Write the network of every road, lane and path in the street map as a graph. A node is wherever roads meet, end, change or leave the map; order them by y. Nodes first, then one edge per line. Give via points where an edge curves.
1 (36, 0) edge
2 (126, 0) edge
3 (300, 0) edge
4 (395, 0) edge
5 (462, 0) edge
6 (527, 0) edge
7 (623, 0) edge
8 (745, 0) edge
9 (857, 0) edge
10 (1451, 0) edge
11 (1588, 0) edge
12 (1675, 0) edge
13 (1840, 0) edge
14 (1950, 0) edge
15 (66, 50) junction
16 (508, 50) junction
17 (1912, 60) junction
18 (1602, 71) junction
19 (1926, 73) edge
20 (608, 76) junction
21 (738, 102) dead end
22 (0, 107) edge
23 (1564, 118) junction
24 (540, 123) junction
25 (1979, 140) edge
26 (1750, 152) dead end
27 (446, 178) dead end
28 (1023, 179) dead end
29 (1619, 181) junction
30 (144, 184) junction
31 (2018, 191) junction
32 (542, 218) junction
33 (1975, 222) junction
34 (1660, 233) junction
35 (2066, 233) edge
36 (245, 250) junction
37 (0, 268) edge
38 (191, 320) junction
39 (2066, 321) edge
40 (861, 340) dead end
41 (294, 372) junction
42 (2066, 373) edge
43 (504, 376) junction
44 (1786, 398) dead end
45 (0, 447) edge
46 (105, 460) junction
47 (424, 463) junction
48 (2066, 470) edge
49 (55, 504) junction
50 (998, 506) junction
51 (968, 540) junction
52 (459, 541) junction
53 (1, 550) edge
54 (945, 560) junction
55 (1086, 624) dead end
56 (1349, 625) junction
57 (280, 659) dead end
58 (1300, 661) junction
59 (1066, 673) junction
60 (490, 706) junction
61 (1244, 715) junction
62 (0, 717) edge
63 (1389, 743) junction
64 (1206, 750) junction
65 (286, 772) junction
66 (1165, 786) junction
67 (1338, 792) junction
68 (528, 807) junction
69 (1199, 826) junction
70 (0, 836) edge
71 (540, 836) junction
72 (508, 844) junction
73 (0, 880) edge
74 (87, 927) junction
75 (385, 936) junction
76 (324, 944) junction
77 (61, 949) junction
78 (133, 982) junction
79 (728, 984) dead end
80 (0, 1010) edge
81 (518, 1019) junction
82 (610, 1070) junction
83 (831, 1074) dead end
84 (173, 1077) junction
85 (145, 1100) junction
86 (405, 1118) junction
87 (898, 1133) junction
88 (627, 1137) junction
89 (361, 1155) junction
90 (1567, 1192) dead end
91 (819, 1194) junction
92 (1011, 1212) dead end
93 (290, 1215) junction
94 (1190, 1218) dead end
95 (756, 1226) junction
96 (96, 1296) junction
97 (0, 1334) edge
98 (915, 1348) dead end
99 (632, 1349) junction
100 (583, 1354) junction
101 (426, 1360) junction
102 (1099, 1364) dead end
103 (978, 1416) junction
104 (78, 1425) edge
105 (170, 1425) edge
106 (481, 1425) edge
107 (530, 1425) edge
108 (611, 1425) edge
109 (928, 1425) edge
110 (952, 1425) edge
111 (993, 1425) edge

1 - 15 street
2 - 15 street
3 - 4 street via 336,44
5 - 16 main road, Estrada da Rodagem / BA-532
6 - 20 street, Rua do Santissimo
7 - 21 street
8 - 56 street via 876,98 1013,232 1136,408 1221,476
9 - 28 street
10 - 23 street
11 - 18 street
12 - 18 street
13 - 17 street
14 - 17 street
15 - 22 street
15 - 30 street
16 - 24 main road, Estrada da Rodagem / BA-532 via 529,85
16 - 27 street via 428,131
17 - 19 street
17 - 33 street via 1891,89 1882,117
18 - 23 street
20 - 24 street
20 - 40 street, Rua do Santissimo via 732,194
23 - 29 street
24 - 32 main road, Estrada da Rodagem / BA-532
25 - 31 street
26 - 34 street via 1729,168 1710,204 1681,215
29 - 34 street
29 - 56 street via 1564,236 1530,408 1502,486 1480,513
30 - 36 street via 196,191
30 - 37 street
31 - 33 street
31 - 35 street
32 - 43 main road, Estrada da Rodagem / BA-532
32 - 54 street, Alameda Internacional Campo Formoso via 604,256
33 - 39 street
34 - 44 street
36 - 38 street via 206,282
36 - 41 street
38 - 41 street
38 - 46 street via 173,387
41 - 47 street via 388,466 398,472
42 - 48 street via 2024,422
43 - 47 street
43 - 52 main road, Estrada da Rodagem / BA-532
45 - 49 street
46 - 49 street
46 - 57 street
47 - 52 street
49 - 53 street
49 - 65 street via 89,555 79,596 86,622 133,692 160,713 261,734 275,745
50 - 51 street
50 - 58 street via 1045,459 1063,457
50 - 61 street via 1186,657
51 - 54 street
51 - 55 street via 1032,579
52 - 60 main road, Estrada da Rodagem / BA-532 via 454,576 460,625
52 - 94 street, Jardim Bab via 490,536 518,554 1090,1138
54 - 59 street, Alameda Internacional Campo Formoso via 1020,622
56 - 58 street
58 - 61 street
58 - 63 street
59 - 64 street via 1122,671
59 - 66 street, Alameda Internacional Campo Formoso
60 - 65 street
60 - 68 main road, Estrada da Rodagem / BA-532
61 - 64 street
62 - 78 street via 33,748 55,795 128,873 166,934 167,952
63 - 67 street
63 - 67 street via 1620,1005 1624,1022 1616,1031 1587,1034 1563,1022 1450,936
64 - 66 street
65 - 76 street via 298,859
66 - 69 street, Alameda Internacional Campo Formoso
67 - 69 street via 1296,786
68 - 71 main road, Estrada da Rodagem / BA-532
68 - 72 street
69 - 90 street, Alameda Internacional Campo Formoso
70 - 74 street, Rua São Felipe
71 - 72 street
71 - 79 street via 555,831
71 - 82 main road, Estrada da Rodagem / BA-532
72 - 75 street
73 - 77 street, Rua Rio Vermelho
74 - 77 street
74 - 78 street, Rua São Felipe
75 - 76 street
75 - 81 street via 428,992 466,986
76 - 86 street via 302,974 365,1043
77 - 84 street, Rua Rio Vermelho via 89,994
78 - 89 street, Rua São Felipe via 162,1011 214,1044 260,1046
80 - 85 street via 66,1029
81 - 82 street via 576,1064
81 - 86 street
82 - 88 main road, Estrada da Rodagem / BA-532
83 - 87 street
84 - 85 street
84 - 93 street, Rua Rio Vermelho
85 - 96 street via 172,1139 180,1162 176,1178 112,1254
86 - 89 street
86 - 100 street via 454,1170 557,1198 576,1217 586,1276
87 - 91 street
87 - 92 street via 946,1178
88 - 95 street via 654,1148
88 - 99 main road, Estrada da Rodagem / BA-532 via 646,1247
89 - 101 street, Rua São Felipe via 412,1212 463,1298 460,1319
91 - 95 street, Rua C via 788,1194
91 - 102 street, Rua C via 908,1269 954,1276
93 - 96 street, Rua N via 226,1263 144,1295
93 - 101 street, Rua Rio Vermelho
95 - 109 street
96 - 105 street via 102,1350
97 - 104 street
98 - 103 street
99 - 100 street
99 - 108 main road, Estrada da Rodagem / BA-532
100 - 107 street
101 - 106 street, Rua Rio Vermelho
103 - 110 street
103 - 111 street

━━━

EXERCISE PROMPT
Among the entries, how many lines carry "Felipe"? Reply with a number and nothing else.

EXPECTED ANSWER
4